### DIRECTIONS FOR THIS TASK
Beneath this line is the data. Output exactly the lines from the line with "pinky pip: (372, 72)" to the line with "pinky tip: (248, 181)", both ends included, and nothing more.

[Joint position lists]
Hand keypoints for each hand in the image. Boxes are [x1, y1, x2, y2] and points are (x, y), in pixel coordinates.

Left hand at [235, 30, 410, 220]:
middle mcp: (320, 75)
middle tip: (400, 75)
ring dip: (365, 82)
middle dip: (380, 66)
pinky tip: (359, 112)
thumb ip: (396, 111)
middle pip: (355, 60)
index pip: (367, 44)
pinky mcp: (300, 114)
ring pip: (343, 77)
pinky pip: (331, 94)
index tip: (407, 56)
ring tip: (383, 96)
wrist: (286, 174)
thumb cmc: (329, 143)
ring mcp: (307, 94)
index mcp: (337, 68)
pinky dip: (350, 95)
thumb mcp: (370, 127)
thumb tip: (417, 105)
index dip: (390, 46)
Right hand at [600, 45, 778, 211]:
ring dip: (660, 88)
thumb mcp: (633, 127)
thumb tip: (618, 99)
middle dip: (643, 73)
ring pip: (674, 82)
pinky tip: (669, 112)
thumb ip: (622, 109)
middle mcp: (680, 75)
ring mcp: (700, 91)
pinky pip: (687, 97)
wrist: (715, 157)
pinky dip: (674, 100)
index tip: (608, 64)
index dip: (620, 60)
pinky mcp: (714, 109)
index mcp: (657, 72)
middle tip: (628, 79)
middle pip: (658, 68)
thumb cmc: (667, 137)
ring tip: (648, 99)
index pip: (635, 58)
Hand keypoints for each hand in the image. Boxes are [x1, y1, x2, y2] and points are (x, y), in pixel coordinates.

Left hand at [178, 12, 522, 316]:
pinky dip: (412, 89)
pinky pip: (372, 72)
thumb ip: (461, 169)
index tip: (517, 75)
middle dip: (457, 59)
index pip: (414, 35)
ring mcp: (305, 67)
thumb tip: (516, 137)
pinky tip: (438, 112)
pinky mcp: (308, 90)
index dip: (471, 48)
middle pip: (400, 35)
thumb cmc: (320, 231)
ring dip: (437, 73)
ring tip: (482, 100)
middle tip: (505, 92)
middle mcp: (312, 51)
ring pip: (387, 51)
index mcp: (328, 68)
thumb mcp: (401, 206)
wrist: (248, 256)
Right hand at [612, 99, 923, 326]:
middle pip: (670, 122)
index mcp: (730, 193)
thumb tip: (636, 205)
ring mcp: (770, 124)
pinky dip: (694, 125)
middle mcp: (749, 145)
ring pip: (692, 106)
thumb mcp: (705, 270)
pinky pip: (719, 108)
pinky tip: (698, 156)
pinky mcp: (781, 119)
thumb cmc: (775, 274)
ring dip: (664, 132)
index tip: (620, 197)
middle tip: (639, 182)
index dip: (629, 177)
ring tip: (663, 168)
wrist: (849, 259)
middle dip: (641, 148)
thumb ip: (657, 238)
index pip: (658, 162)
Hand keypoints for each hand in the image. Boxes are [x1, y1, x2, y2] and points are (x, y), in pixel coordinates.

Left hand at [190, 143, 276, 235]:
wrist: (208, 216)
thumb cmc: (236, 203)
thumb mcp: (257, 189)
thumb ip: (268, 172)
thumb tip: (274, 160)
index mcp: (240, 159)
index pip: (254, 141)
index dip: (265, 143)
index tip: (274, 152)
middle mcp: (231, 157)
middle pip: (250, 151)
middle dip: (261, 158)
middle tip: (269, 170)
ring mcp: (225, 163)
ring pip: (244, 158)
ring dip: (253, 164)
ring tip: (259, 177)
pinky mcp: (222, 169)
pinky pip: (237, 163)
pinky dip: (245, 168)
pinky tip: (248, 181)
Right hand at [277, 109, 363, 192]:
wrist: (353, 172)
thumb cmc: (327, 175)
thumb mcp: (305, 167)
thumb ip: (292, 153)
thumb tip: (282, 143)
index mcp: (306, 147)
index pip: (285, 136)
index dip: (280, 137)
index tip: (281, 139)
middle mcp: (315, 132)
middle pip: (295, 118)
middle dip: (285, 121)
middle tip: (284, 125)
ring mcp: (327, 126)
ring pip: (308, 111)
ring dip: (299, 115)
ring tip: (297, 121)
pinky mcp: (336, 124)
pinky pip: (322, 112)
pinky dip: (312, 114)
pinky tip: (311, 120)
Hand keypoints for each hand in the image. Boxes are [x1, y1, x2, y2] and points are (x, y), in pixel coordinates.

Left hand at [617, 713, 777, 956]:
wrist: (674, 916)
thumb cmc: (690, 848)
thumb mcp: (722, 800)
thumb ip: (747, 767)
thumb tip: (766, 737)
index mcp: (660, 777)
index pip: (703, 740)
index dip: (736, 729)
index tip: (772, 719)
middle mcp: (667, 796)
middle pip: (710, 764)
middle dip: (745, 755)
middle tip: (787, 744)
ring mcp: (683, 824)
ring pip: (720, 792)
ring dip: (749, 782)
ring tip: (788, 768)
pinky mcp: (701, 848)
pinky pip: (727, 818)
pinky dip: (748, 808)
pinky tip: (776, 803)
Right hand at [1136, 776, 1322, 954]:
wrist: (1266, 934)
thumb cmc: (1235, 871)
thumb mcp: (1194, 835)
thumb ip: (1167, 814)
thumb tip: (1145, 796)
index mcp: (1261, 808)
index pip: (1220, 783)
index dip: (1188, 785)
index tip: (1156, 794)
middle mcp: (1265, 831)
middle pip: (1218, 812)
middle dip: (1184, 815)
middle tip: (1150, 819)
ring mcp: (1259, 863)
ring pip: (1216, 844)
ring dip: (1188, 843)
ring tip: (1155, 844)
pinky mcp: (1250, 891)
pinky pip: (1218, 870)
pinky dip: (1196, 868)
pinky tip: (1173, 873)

### EXERCISE SOLUTION
pinky pip: (372, 72)
thumb ip: (461, 169)
index tip: (517, 75)
middle dip: (457, 59)
index pip: (414, 35)
ring mcp: (305, 67)
thumb tip: (516, 137)
pinky tip: (438, 112)
pinky mcp: (308, 90)
index dip: (471, 48)
middle pip: (400, 35)
thumb cmc: (320, 231)
ring dip: (437, 73)
ring tip: (482, 100)
middle tip: (505, 92)
middle mcp: (312, 51)
ring pip: (387, 51)
index mcp: (328, 68)
thumb mcp: (401, 206)
wrist: (248, 256)
Right hand at [612, 99, 923, 326]:
middle pip: (670, 122)
index mcp: (730, 193)
thumb tip: (636, 205)
ring mcp: (770, 124)
pinky dip: (694, 125)
middle mcp: (749, 145)
ring pip: (692, 106)
thumb mcp: (705, 270)
pinky pip: (719, 108)
pinky tip: (698, 156)
pinky mcp: (781, 119)
thumb cmc: (775, 274)
ring dip: (664, 132)
index tip: (620, 197)
middle tip: (639, 182)
index dip: (629, 177)
ring tip: (663, 168)
wrist: (849, 259)
middle dip: (641, 148)
thumb ip: (657, 238)
index pip: (658, 162)
Hand keypoints for each hand in the image. Boxes are [x1, y1, x2, y2] and points are (x, y), in pixel coordinates.

Left hand at [190, 143, 276, 235]:
wrist: (208, 216)
thumb cmc: (236, 203)
thumb mcp: (257, 189)
thumb ip: (268, 172)
thumb tip: (274, 160)
index mcp: (240, 159)
index pip: (254, 141)
index dip: (265, 143)
index tip: (274, 152)
middle mcp: (231, 157)
middle pip: (250, 151)
middle dip: (261, 158)
middle tip: (269, 170)
ring mcp: (225, 163)
ring pip: (244, 158)
ring dip: (253, 164)
ring tip: (259, 177)
pinky mcp: (222, 169)
pinky pip: (237, 163)
pinky dip: (245, 168)
pinky tip: (248, 181)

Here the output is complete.